The DMA prohibits gatekeepers from:

  • for the purpose of providing online advertising services, processing personal data of end users using the services of third parties who use the gatekeeper's core platform services without explicit consent;[17]
  • combining or cross-using personal data from one core platform service with another without explicit consent;[18]
  • preventing undertaking from offering the same products or services at different prices or conditions on a third-party platform or through their own online sales;[19]
  • preventing users from making complaints to public authorities;[20]
  • imposing the use of the gatekeeper's own identification service, browser, or payment service, in connection with services provided by business users;[21]
  • requiring users to subscribe to/register for additional core platform services as a condition for using any of the gatekeeper's core platform services;[22]
  • in competition with business users, using non-publicly available data generated or provided by those users;[23]
  • treating its own services and products more favourably, in terms of ranking and related indexing and web browsing, than similar services or products of a third party;[24]
  • restricting the ability of end users to switch/select different software applications and services accessed using the gatekeeper's core platform services, including the choice of internet connection services;[25]
  • applying disproportionate conditions for the termination of a core platform service.[26]

 

The European Commission is empowered to update these obligations by means of a delegated act, should a market investigation show that it is necessary to ensure transparency and counter unfair practices in digital markets.
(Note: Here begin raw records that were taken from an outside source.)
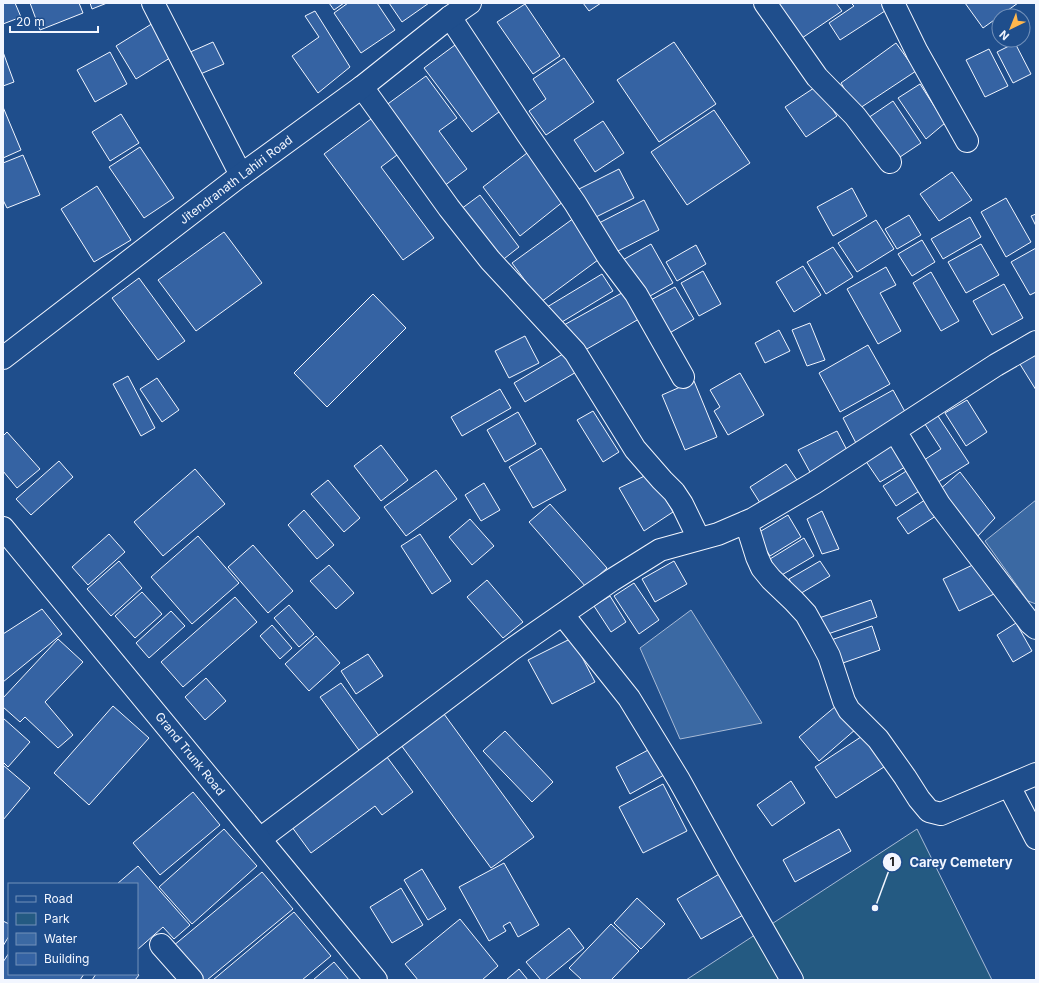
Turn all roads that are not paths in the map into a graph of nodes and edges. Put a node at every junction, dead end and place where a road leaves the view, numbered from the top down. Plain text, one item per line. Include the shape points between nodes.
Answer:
1 (153, 3) edge
2 (470, 3) edge
3 (765, 3) edge
4 (893, 3) edge
5 (450, 17) junction
6 (362, 87) junction
7 (967, 141) dead end
8 (890, 162) dead end
9 (241, 175) junction
10 (1036, 342) edge
11 (3, 358) edge
12 (683, 377) dead end
13 (895, 431) junction
14 (746, 522) junction
15 (3, 528) edge
16 (699, 539) junction
17 (563, 615) junction
18 (1036, 628) edge
19 (1036, 774) edge
20 (1008, 786) junction
21 (1036, 838) edge
22 (260, 839) junction
23 (161, 945) dead end
24 (192, 980) edge
25 (376, 980) edge
26 (792, 980) edge

1 - 9 street
2 - 5 street, Jitendranath Lahiri Road
3 - 8 street via 817,77 855,116
4 - 7 street via 917,52
5 - 6 street, Jitendranath Lahiri Road
5 - 12 street via 609,258 636,294
6 - 9 street, Jitendranath Lahiri Road
6 - 16 street via 449,208 490,260 575,352 631,443 682,504
9 - 11 street, Jitendranath Lahiri Road
10 - 13 street
13 - 14 street via 814,483
13 - 18 street via 939,504
14 - 16 street
14 - 20 street via 762,568 806,614 820,639 849,710 878,739 930,811 941,814
15 - 22 street, Grand Trunk Road
16 - 17 street via 660,550
17 - 22 street via 512,650
17 - 26 street via 628,698 679,780
19 - 20 street
20 - 21 street
22 - 25 street, Grand Trunk Road
23 - 24 street

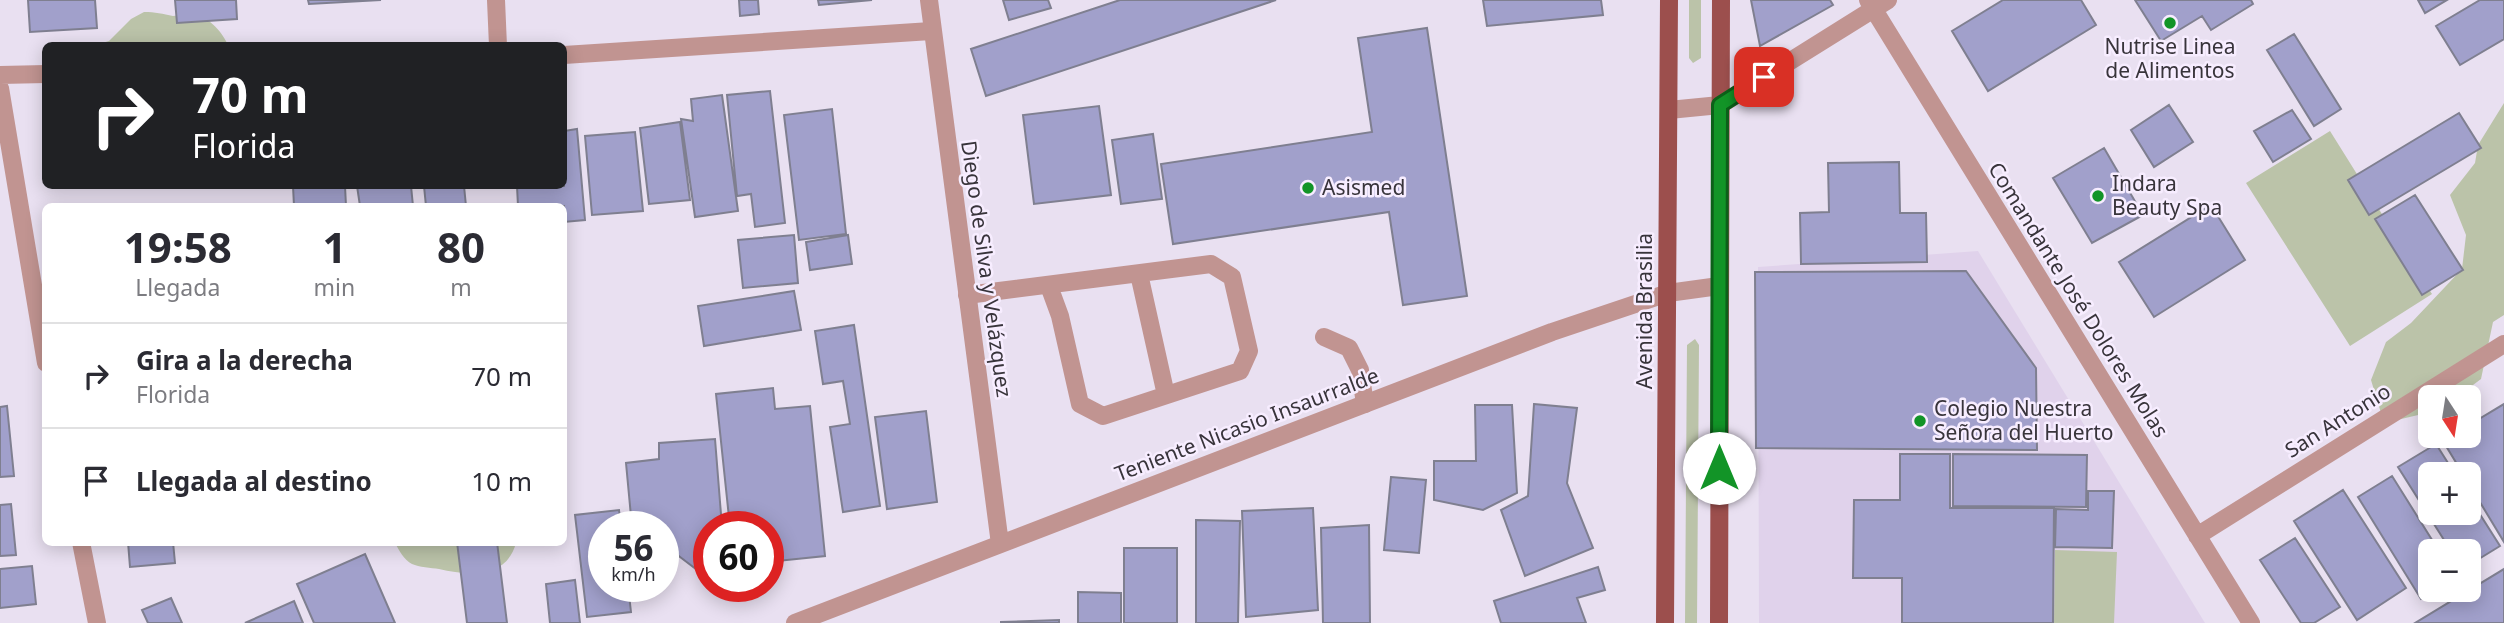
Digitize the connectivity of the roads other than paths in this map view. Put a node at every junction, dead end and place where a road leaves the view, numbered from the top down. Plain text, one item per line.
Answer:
1 (496, 0) edge
2 (929, 0) edge
3 (1670, 0) edge
4 (1721, 0) edge
5 (1876, 3) edge
6 (931, 31) junction
7 (498, 42) edge
8 (567, 55) edge
9 (42, 74) edge
10 (0, 75) edge
11 (0, 88) edge
12 (1720, 105) junction
13 (1669, 110) junction
14 (1139, 274) junction
15 (1049, 286) junction
16 (1719, 286) junction
17 (1668, 293) junction
18 (967, 295) junction
19 (1324, 337) dead end
20 (42, 339) edge
21 (2504, 344) edge
22 (1166, 395) junction
23 (1365, 404) junction
24 (2197, 536) junction
25 (1000, 544) junction
26 (82, 546) edge
27 (97, 623) edge
28 (795, 623) edge
29 (1665, 623) edge
30 (1719, 623) edge
31 (2251, 623) edge

1 - 7 street
2 - 6 street, Diego de Silva y Velázquez
3 - 13 main road, Avenida Brasilia
4 - 12 main road
5 - 12 street
5 - 24 street, Comandante José Dolores Molas
6 - 8 street
6 - 18 street, Diego de Silva y Velázquez
9 - 10 street
11 - 20 street
12 - 13 street
12 - 16 main road
13 - 17 main road, Avenida Brasilia
14 - 15 street
14 - 22 street
14 - 22 street
15 - 18 street
15 - 22 street
16 - 17 street, Teniente Nicasio Insaurralde
16 - 30 main road
17 - 23 street, Teniente Nicasio Insaurralde
17 - 29 main road, Avenida Brasilia
18 - 25 street, Diego de Silva y Velázquez
19 - 23 street
21 - 24 street, San Antonio
23 - 25 street, Teniente Nicasio Insaurralde
24 - 31 street, Comandante José Dolores Molas
25 - 28 street, Teniente Nicasio Insaurralde
26 - 27 street

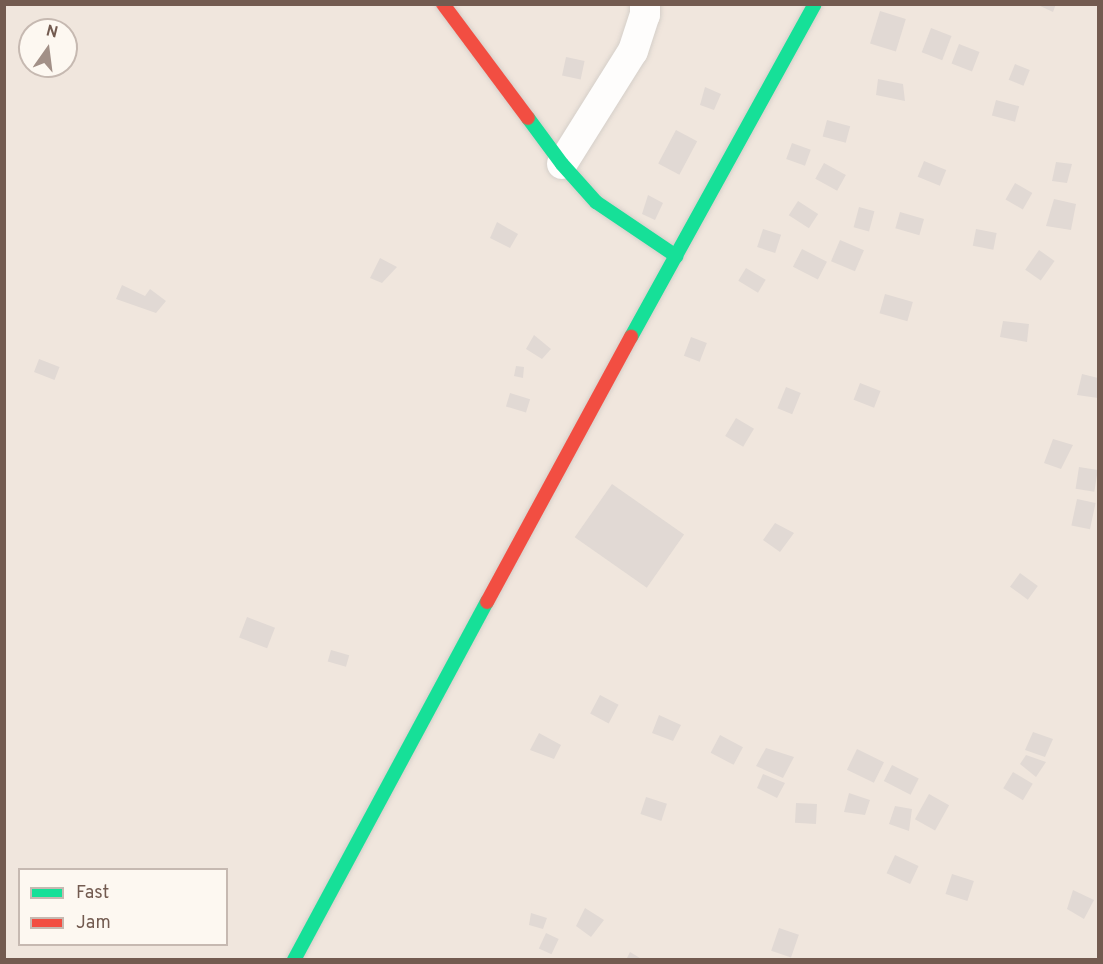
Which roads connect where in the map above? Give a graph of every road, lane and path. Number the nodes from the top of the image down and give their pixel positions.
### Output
1 (443, 4) edge
2 (645, 4) edge
3 (815, 4) edge
4 (562, 164) junction
5 (676, 256) junction
6 (294, 960) edge

1 - 4 street
2 - 4 street
3 - 5 street
4 - 5 street
5 - 6 street

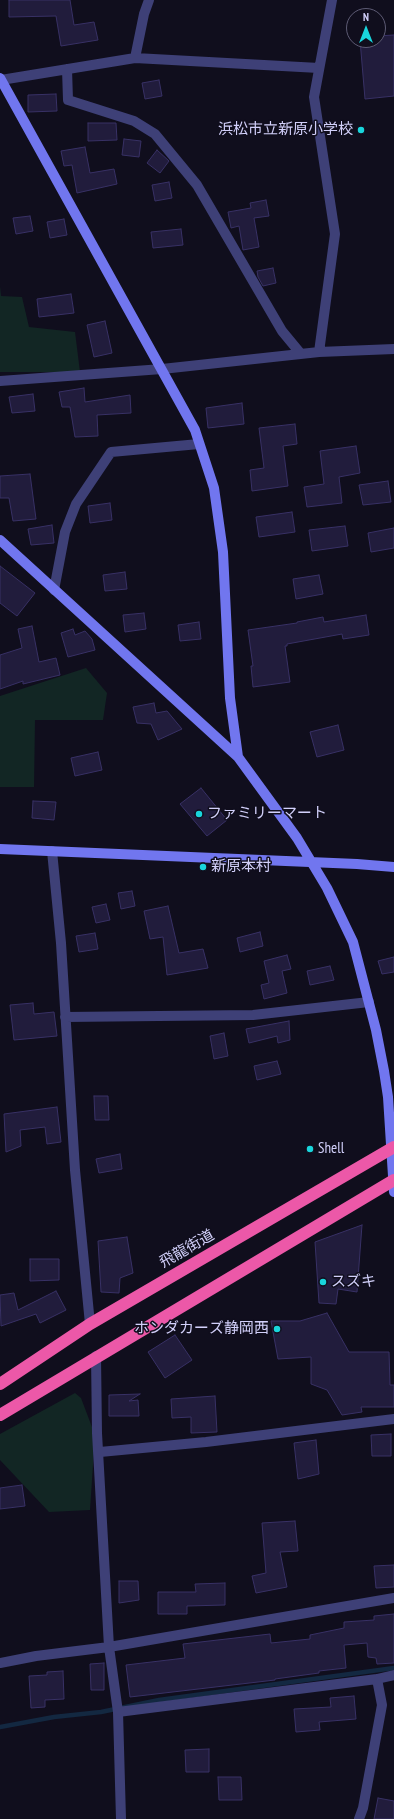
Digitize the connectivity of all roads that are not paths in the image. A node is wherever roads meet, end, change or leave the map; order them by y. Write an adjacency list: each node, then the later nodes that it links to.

The Commission can also act against conduct aimed at circumventing the rules under the DMA. According to Article 13(4), the gatekeeper "shall not engage in any behaviour that undermines effective compliance with the obligations set out in Articles 5, 6 and 7, regardless of whether that behaviour is of a contractual, commercial, or technical nature, or of any other nature, or consists in the use of behavioural techniques or interface design".

 

  1. Other obligations

Companies designated as gatekeepers must provide the Commission with a report within six months describing in a detailed and transparent manner the measures taken to ensure compliance with the obligations under the DMA.[27] The gatekeeper must also publish a non-confidential summary of the report, which must be updated annually.

The company must also carry out an independent audit of any consumer profiling techniques applied by the gatekeeper to its core platform services, and submit a description thereof to the Commission which, in turn, will inform the European Data Protection Board.[28] An overview of the description will also be published.

Furthermore, gatekeepers must establish an internal compliance function with sufficient authority, status and resources to advise on and ensure compliance with the rules under the DMA.[29]

It also imposes an obligation on gatekeepers to inform the Commission in writing of all proposed acquisitions, whether they are notifiable under EU or national merger rules.[30] The Commission shall inform the competent authorities of the Member States for information, which in turn may request the Commission to examine the concentration in accordance with Article 22 of Regulation (EC) No 139/2004.[31]

 

  1. Investigation, supervision and monitoring

The European Commission has the exclusive authority to enforce the DMA (although in co-operation with national authorities) and has been given significant investigative and supervisory powers. The Commission can gather information through requests for information, hearings or inspections, and can impose fines for non-compliance or default fines to force companies to comply with certain measures and decisions.[32]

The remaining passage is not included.